[Extracted data entries]
=== Begin Enclosure ===

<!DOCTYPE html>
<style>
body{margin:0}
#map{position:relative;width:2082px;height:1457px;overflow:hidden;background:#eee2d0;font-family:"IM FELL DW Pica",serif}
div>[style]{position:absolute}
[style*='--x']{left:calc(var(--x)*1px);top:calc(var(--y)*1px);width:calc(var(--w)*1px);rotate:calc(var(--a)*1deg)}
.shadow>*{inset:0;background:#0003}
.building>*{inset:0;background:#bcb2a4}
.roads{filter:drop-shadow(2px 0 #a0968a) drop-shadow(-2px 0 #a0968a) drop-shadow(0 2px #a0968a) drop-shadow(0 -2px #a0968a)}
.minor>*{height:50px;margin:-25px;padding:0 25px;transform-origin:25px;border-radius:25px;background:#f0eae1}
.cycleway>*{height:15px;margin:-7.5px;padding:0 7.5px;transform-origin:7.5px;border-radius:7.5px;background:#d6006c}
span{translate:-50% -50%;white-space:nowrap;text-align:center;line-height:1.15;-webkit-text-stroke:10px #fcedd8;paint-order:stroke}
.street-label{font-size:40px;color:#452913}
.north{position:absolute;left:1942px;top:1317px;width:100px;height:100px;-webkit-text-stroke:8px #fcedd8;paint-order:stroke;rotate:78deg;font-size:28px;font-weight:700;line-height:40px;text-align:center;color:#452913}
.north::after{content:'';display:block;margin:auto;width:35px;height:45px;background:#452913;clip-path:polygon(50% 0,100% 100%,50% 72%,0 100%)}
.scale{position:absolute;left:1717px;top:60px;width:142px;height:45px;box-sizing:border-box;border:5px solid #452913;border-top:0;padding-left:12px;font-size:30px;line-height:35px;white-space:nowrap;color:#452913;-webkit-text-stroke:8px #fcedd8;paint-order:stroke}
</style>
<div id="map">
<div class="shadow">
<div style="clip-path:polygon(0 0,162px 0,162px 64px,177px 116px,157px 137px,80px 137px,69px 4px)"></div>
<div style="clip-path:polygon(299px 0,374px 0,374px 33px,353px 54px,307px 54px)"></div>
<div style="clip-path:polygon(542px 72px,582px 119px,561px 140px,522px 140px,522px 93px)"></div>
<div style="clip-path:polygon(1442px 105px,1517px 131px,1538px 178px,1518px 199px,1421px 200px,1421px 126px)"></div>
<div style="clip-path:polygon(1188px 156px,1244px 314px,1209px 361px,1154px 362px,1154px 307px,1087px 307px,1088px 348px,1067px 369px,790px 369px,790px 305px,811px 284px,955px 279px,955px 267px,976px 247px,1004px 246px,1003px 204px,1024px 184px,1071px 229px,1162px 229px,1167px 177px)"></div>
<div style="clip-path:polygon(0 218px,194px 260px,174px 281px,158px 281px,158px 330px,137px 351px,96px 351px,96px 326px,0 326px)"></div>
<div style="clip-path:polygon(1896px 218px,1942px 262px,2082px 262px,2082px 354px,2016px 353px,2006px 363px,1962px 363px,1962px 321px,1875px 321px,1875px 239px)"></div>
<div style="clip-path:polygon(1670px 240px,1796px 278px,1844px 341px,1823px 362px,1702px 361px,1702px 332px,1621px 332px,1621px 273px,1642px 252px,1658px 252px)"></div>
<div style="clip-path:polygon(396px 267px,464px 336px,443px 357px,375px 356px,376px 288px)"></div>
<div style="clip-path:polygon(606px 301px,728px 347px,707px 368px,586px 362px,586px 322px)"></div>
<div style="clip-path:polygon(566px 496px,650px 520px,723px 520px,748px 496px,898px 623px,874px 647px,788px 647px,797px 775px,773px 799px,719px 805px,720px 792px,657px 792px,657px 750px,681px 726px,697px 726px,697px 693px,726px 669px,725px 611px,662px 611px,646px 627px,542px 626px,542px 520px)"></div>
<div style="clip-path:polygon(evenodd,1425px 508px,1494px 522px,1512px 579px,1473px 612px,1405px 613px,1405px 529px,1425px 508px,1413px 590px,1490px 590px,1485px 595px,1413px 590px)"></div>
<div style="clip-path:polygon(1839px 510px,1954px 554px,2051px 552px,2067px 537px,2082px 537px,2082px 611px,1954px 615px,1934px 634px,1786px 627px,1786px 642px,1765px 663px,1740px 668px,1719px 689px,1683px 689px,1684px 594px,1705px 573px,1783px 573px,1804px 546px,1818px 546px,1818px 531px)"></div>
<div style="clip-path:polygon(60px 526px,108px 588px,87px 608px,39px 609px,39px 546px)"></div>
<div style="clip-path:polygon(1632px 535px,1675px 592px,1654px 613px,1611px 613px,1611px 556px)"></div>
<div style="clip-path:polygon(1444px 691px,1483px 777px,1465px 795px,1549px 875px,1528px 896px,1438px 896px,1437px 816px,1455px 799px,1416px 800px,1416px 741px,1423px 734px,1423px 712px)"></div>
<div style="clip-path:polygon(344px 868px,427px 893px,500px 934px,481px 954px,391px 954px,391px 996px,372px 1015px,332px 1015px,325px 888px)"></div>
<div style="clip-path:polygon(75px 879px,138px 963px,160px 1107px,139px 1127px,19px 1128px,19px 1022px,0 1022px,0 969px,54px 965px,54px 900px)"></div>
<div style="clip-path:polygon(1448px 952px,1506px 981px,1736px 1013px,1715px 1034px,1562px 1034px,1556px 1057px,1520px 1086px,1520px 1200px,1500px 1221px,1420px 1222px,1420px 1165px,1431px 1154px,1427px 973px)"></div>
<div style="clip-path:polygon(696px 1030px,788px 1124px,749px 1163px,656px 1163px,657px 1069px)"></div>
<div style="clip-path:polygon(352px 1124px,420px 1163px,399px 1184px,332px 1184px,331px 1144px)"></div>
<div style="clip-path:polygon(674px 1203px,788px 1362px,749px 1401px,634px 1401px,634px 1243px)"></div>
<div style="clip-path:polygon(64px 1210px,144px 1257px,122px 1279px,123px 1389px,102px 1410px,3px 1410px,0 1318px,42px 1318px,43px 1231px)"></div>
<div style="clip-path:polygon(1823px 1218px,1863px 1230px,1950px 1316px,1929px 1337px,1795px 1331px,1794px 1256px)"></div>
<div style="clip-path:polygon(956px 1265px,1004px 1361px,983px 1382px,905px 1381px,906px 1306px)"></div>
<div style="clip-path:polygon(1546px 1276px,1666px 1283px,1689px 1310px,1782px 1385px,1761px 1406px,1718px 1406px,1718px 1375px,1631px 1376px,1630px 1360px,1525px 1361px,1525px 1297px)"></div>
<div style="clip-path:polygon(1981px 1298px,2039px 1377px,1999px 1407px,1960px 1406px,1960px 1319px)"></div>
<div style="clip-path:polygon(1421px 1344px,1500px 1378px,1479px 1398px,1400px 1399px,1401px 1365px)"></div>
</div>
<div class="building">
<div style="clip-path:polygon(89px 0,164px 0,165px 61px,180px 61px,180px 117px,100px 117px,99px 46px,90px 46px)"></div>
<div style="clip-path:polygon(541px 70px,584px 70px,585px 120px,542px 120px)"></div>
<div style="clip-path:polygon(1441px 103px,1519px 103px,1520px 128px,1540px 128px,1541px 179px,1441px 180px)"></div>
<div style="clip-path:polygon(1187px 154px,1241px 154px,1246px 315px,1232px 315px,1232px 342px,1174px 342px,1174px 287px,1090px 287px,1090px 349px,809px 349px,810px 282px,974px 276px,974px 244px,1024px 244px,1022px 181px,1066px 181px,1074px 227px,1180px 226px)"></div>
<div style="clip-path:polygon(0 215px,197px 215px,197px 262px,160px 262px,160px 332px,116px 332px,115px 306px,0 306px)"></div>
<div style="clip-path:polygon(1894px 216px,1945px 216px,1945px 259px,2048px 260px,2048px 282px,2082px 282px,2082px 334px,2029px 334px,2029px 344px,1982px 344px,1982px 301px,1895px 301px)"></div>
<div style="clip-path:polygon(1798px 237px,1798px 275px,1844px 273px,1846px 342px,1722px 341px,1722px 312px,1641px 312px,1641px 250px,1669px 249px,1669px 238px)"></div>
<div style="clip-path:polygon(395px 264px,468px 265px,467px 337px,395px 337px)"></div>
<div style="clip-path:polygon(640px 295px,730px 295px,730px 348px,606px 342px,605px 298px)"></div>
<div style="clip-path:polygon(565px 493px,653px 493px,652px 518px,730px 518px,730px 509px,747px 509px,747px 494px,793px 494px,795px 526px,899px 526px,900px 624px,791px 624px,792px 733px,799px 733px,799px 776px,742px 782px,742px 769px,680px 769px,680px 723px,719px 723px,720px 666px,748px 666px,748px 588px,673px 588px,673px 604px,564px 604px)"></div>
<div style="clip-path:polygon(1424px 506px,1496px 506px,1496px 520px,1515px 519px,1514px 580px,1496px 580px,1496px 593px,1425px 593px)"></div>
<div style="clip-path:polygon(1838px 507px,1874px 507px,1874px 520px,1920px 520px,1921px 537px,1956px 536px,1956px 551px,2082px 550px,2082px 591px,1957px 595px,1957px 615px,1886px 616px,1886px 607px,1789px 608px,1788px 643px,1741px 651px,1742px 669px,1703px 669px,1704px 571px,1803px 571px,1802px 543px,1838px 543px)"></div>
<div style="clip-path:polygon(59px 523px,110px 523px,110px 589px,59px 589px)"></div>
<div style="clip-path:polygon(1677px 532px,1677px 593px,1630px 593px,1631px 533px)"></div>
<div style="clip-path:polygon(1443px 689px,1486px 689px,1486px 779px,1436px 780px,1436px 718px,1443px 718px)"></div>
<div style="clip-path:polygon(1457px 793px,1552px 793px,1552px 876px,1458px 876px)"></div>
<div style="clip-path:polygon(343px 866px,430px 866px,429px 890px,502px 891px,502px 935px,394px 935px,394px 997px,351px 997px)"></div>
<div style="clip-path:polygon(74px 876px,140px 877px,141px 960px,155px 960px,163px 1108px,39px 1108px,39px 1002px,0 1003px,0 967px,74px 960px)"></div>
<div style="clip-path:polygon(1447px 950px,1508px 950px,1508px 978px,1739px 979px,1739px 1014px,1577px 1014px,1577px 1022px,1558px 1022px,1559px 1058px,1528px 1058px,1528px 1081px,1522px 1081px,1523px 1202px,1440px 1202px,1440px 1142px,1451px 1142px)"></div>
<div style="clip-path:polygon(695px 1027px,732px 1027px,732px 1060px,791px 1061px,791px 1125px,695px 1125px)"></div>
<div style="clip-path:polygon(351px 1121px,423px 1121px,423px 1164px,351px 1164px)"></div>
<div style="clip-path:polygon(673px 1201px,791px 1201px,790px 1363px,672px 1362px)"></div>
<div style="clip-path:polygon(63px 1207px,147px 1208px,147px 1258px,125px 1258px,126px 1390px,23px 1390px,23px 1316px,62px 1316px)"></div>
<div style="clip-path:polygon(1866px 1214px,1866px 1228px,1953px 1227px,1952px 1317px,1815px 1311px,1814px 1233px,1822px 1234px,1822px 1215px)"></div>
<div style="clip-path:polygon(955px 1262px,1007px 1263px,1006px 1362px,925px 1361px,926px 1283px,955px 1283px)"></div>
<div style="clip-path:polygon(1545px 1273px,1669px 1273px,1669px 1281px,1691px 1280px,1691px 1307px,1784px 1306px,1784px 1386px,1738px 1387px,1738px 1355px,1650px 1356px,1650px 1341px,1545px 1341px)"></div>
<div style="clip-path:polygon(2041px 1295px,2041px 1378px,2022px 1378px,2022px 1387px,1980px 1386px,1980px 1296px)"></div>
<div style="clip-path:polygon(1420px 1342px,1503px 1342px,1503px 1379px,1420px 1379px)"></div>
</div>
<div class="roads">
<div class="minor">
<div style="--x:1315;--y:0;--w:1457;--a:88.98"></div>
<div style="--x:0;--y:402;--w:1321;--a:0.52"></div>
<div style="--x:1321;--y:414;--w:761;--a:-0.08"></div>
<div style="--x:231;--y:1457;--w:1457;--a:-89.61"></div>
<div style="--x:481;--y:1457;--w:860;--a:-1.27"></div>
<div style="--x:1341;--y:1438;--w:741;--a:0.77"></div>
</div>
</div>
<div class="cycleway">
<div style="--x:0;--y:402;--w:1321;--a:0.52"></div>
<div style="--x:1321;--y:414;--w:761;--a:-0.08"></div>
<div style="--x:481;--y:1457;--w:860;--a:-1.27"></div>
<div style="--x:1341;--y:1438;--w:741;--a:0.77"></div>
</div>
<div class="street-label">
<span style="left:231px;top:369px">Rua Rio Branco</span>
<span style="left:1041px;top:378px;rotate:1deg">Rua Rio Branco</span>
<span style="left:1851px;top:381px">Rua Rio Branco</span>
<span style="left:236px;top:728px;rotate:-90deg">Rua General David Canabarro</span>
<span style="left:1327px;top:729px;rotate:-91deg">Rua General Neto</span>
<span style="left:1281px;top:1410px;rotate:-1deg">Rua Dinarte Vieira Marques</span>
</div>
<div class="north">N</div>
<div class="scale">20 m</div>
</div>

=== End Enclosure ===

--- WHAT YOU HAVE TO DO ---
Lines from the top of the data above through the line containing "0 #a0968a) drop-shadow(-2px" must be repeated exactly. All other lines stay out.

--- OUTPUT FOR THIS TASK ---
<!DOCTYPE html>
<style>
body{margin:0}
#map{position:relative;width:2082px;height:1457px;overflow:hidden;background:#eee2d0;font-family:"IM FELL DW Pica",serif}
div>[style]{position:absolute}
[style*='--x']{left:calc(var(--x)*1px);top:calc(var(--y)*1px);width:calc(var(--w)*1px);rotate:calc(var(--a)*1deg)}
.shadow>*{inset:0;background:#0003}
.building>*{inset:0;background:#bcb2a4}
.roads{filter:drop-shadow(2px 0 #a0968a) drop-shadow(-2px 0 #a0968a) drop-shadow(0 2px #a0968a) drop-shadow(0 -2px #a0968a)}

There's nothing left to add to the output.